[Try it]: Find and return every line of the data that contains the word "GAETANO".

::::::

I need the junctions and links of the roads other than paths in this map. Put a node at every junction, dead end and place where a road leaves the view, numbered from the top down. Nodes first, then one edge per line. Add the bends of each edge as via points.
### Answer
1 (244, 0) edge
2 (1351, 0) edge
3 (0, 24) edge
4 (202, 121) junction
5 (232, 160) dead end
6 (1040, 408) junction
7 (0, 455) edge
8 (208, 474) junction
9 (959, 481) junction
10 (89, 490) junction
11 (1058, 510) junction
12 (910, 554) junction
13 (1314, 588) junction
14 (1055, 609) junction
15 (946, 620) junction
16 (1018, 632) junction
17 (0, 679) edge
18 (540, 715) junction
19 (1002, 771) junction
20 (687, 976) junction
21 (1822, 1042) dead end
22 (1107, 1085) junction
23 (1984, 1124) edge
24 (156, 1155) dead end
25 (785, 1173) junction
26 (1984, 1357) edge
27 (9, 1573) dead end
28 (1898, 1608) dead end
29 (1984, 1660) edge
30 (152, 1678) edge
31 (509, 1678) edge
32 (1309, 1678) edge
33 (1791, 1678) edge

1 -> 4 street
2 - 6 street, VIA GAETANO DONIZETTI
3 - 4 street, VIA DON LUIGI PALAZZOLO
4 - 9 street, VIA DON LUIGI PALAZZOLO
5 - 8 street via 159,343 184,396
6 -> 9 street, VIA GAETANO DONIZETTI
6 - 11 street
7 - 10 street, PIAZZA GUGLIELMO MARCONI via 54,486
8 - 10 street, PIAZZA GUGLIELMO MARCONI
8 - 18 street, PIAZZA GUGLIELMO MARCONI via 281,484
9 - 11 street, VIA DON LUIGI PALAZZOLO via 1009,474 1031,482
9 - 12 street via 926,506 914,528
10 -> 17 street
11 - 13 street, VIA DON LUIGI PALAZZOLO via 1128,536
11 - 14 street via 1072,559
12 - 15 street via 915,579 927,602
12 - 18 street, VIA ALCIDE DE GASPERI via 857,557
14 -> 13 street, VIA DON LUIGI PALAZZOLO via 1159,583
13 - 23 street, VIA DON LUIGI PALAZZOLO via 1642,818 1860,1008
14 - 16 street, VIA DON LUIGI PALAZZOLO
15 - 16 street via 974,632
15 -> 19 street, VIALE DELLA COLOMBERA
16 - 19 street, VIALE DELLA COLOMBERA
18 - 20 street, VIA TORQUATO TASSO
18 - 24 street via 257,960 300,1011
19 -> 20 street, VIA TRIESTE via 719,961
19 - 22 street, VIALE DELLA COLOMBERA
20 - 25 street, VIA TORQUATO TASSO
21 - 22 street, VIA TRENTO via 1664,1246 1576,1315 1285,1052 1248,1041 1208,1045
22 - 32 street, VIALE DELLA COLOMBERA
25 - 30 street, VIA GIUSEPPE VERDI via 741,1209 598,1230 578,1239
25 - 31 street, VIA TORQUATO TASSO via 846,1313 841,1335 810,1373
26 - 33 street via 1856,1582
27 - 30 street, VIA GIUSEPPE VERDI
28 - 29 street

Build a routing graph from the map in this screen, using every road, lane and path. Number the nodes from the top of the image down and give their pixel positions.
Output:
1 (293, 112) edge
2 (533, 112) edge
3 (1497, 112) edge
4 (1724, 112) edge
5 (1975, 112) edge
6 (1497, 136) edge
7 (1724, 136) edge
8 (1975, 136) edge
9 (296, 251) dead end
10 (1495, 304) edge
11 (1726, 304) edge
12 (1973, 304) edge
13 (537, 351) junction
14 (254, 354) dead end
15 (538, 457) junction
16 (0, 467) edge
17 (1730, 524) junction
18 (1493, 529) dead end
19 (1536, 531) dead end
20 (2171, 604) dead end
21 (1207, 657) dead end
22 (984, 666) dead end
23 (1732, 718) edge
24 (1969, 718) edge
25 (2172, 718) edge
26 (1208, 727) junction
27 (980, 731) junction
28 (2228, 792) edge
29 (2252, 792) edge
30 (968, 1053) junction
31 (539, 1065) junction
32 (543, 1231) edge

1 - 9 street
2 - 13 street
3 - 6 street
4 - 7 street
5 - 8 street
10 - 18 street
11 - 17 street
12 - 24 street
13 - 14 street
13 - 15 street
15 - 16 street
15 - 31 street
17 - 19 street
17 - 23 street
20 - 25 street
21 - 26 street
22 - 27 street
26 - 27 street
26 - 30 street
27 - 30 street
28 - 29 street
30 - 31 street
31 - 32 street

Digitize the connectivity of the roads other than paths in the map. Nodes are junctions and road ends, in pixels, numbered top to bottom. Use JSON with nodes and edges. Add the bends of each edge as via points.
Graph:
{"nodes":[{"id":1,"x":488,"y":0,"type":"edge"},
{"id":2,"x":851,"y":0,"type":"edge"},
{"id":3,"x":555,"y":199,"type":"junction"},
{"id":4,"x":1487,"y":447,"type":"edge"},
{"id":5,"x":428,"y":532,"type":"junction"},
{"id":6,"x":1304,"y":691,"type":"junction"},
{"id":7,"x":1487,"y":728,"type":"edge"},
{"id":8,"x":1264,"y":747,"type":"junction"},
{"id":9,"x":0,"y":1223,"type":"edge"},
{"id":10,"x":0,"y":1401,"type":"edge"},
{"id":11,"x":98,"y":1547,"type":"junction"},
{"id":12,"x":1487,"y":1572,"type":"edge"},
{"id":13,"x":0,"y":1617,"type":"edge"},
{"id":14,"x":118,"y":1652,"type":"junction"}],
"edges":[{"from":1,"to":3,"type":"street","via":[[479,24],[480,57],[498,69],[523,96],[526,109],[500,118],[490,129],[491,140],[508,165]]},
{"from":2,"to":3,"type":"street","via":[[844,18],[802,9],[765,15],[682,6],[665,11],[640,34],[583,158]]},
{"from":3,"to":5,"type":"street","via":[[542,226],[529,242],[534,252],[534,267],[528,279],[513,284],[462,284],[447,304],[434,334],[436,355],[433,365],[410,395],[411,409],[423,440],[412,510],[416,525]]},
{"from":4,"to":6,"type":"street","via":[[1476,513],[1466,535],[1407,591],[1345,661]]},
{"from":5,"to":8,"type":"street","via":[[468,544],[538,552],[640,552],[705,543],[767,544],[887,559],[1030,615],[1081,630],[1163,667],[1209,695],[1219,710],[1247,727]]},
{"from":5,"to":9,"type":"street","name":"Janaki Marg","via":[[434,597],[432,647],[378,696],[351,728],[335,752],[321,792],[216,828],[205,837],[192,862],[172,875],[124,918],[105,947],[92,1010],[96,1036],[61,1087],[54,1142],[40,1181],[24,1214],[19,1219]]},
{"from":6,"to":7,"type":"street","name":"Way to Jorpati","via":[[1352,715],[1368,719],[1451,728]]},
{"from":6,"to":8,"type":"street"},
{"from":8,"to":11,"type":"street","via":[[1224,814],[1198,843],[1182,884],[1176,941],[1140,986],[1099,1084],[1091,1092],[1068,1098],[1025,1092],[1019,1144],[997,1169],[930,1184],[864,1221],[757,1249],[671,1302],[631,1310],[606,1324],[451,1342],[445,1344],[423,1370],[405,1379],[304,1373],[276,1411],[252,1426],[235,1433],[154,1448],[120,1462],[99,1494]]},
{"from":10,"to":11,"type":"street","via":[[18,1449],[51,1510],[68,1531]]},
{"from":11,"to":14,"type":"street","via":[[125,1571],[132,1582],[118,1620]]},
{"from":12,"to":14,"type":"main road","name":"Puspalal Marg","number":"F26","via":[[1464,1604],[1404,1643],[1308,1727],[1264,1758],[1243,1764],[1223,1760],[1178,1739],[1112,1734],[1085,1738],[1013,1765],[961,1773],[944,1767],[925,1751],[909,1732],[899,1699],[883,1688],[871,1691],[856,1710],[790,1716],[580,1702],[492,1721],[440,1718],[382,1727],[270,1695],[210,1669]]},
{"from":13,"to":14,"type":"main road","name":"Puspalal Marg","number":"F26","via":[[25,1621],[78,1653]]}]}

::::::

[Answer area]:
2 - 6 street, VIA GAETANO DONIZETTI
6 -> 9 street, VIA GAETANO DONIZETTI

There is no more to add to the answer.